- Work item: Give every line of the data again, exactly as it is written.

BEGIN Working data

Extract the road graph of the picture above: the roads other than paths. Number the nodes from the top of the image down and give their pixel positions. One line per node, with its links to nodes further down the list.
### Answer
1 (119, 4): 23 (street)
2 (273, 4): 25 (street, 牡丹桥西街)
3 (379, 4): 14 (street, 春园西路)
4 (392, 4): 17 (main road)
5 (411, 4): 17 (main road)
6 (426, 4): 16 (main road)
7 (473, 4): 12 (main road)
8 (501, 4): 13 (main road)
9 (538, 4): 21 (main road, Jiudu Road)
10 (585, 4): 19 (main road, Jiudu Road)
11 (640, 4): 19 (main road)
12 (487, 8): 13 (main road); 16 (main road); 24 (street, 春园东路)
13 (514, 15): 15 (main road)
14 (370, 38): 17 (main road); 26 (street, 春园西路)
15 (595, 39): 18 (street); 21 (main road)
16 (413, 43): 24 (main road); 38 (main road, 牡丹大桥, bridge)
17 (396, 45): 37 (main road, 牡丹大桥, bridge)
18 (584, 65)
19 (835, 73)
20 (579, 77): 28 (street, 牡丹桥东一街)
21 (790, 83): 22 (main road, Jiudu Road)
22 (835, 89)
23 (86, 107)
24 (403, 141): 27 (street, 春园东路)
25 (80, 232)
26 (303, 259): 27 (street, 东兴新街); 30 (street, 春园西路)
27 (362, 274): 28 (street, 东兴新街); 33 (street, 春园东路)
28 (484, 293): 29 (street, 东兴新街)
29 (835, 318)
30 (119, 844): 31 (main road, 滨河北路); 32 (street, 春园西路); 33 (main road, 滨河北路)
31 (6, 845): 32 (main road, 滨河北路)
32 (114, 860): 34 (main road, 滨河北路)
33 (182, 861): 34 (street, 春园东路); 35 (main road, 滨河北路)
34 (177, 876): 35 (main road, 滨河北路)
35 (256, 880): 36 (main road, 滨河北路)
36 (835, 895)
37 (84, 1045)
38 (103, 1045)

END Working data

- Finished exercise:
Extract the road graph of the picture above: the roads other than paths. Number the nodes from the top of the image down and give their pixel positions. One line per node, with its links to nodes further down the list.
### Answer
1 (119, 4): 23 (street)
2 (273, 4): 25 (street, 牡丹桥西街)
3 (379, 4): 14 (street, 春园西路)
4 (392, 4): 17 (main road)
5 (411, 4): 17 (main road)
6 (426, 4): 16 (main road)
7 (473, 4): 12 (main road)
8 (501, 4): 13 (main road)
9 (538, 4): 21 (main road, Jiudu Road)
10 (585, 4): 19 (main road, Jiudu Road)
11 (640, 4): 19 (main road)
12 (487, 8): 13 (main road); 16 (main road); 24 (street, 春园东路)
13 (514, 15): 15 (main road)
14 (370, 38): 17 (main road); 26 (street, 春园西路)
15 (595, 39): 18 (street); 21 (main road)
16 (413, 43): 24 (main road); 38 (main road, 牡丹大桥, bridge)
17 (396, 45): 37 (main road, 牡丹大桥, bridge)
18 (584, 65)
19 (835, 73)
20 (579, 77): 28 (street, 牡丹桥东一街)
21 (790, 83): 22 (main road, Jiudu Road)
22 (835, 89)
23 (86, 107)
24 (403, 141): 27 (street, 春园东路)
25 (80, 232)
26 (303, 259): 27 (street, 东兴新街); 30 (street, 春园西路)
27 (362, 274): 28 (street, 东兴新街); 33 (street, 春园东路)
28 (484, 293): 29 (street, 东兴新街)
29 (835, 318)
30 (119, 844): 31 (main road, 滨河北路); 32 (street, 春园西路); 33 (main road, 滨河北路)
31 (6, 845): 32 (main road, 滨河北路)
32 (114, 860): 34 (main road, 滨河北路)
33 (182, 861): 34 (street, 春园东路); 35 (main road, 滨河北路)
34 (177, 876): 35 (main road, 滨河北路)
35 (256, 880): 36 (main road, 滨河北路)
36 (835, 895)
37 (84, 1045)
38 (103, 1045)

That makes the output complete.